───── Material provided ─────
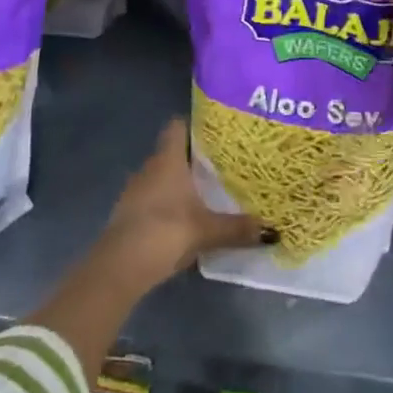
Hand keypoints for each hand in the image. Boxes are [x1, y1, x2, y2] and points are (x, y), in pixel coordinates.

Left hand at [98, 119, 270, 289]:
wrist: (119, 268)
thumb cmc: (165, 231)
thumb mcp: (207, 230)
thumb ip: (238, 228)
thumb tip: (273, 230)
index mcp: (167, 159)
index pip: (177, 125)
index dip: (195, 124)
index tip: (216, 131)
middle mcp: (150, 167)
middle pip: (172, 151)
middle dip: (194, 157)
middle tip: (222, 163)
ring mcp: (135, 191)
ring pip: (161, 176)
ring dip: (179, 182)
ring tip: (207, 190)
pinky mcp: (128, 214)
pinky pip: (153, 198)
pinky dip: (168, 203)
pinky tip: (185, 217)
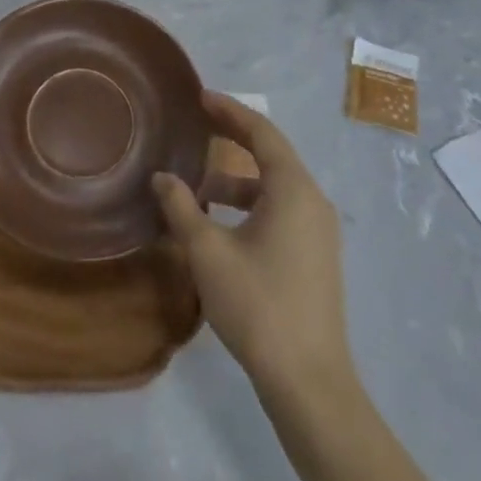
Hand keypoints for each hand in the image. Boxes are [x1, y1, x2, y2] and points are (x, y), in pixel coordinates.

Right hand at [154, 94, 350, 393]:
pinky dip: (252, 205)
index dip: (229, 111)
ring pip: (275, 187)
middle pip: (271, 154)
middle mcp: (312, 200)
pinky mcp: (317, 256)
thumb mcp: (208, 253)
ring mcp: (319, 231)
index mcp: (293, 188)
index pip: (261, 132)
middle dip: (234, 138)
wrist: (309, 382)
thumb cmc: (258, 305)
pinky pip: (282, 210)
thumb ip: (182, 208)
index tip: (201, 97)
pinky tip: (223, 227)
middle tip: (198, 126)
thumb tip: (161, 177)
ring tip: (199, 190)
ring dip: (238, 181)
─────
• What you have to do: Could you print the lines above, exactly as written, from the line containing "thumb ip: (182, 208)" through the final one?

• Expected output:
thumb ip: (182, 208)
index tip: (201, 97)
pinky tip: (223, 227)
middle tip: (198, 126)
thumb tip: (161, 177)
ring tip: (199, 190)
ring dip: (238, 181)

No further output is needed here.